Search each line of the data for the word "lists"; copy every line where it is found.

------ Study material

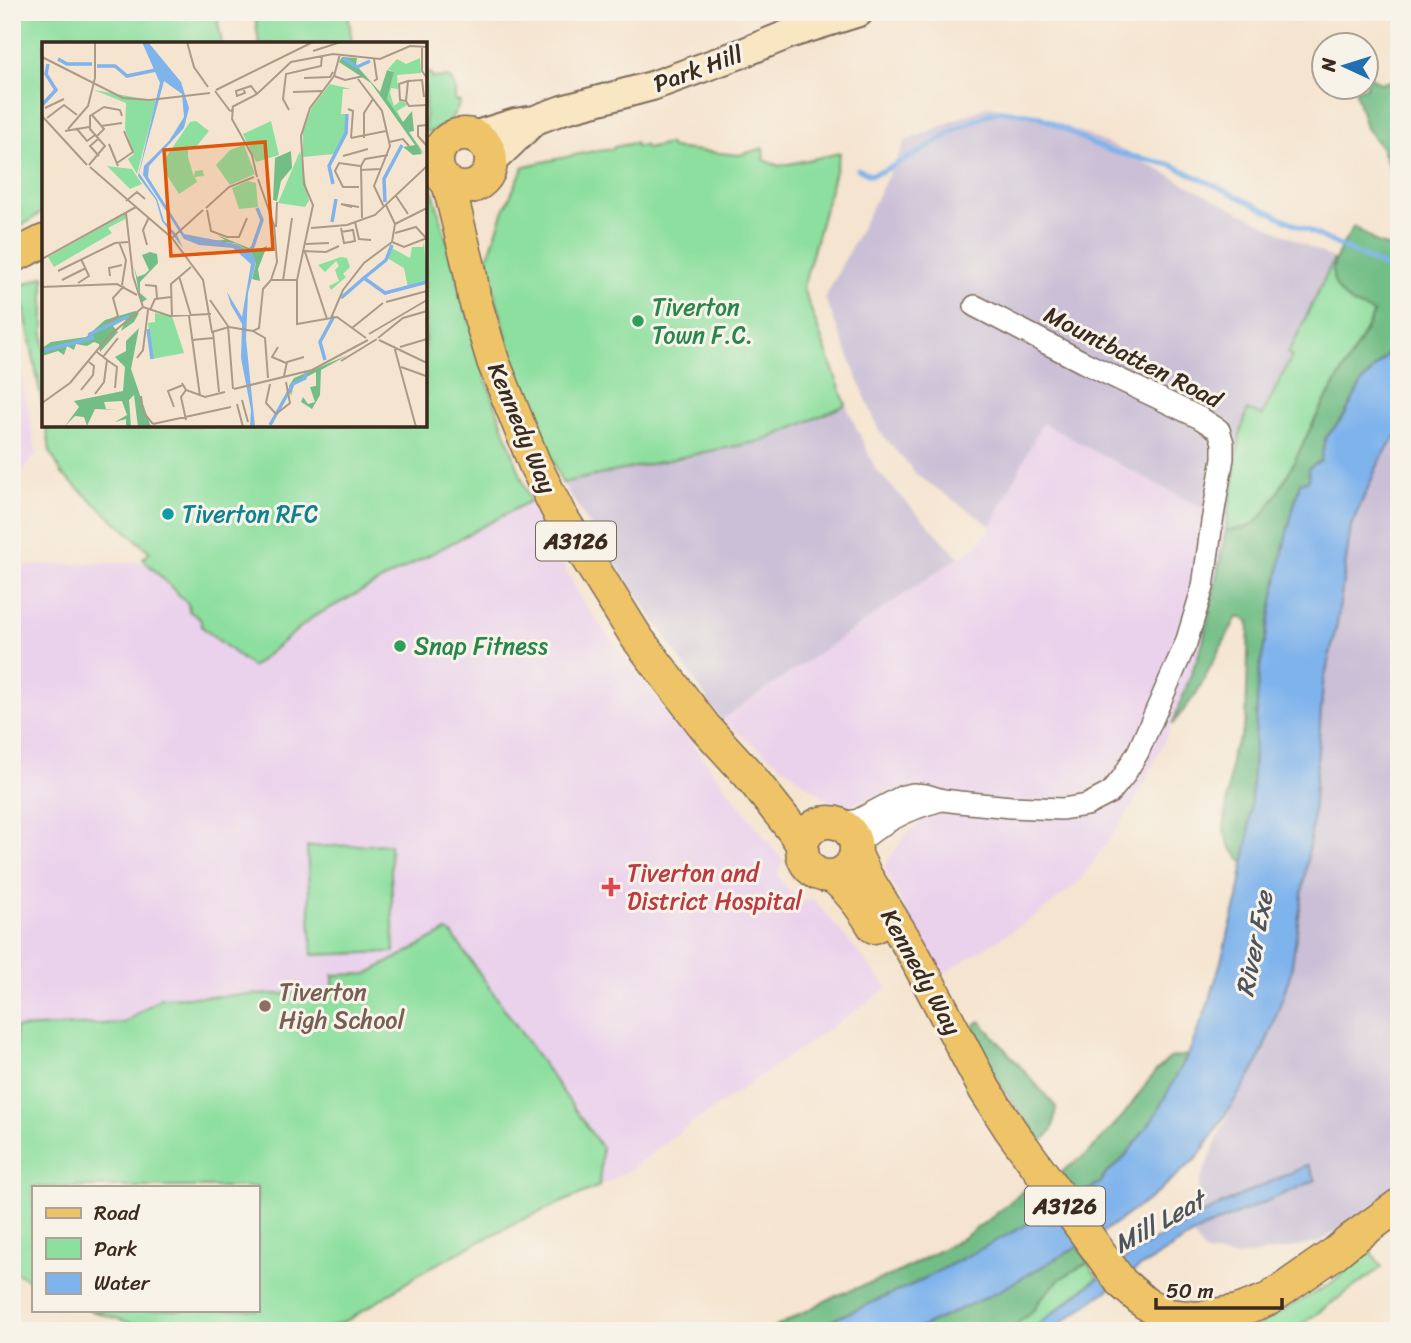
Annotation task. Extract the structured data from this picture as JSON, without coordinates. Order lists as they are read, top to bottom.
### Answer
{
  "streets": {
    "main road": ["Kennedy Way", "A3126"],
    "street": ["Park Hill", "Mountbatten Road"]
  },
  "crossings": [
    ["Park Hill", "Kennedy Way"],
    ["Mountbatten Road", "Kennedy Way"],
    ["Mountbatten Road", "A3126"],
    ["Kennedy Way", "A3126"]
  ],
  "water": ["River Exe", "Mill Leat"],
  "places": {
    "other": [
      "Tiverton Town F.C.",
      "Tiverton RFC",
      "Snap Fitness",
      "Tiverton High School"
    ],
    "health": ["Tiverton and District Hospital"]
  },
  "legend": ["Road", "Park", "Water"],
  "scale_bar": "50 m",
  "north": "left"
}
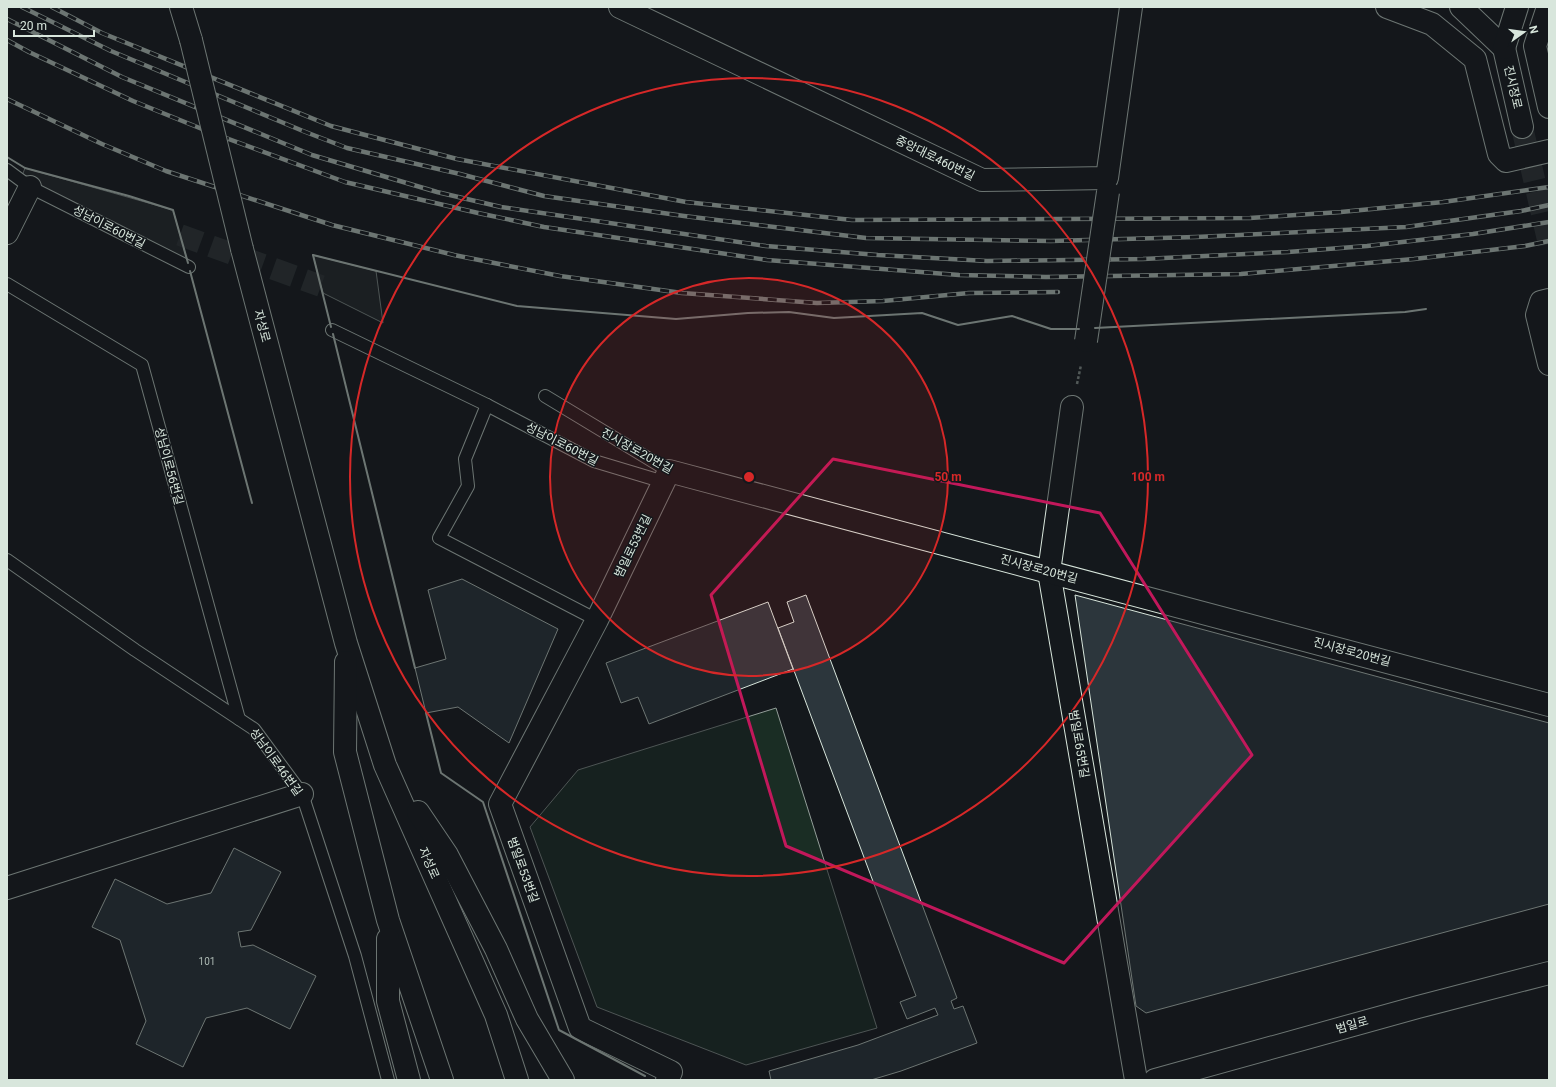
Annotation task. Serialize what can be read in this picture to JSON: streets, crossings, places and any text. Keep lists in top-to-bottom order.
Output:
{
  "streets": {
    "street": [
      "진시장로",
      "중앙대로460번길",
      "자성로",
      "진시장로20번길",
      "범일로53번길",
      "범일로65번길",
      "범일로"
    ],
    "lane": ["성남이로60번길", "성남이로56번길", "성남이로46번길"]
  },
  "crossings": [
    ["성남이로60번길", "진시장로20번길"],
    ["성남이로60번길", "범일로53번길"],
    ["진시장로20번길", "범일로53번길"],
    ["진시장로20번길", "범일로65번길"],
    ["성남이로56번길", "성남이로46번길"]
  ],
  "house_numbers": ["101"],
  "scale_bar": "20 m",
  "north": "right",
  "rings": ["50 m", "100 m"]
}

------------

_Exercise output_
Annotation task. Extract the structured data from this picture as JSON, without coordinates. Order lists as they are read, top to bottom.
Annotation task. Serialize what can be read in this picture to JSON: streets, crossings, places and any text. Keep lists in top-to-bottom order.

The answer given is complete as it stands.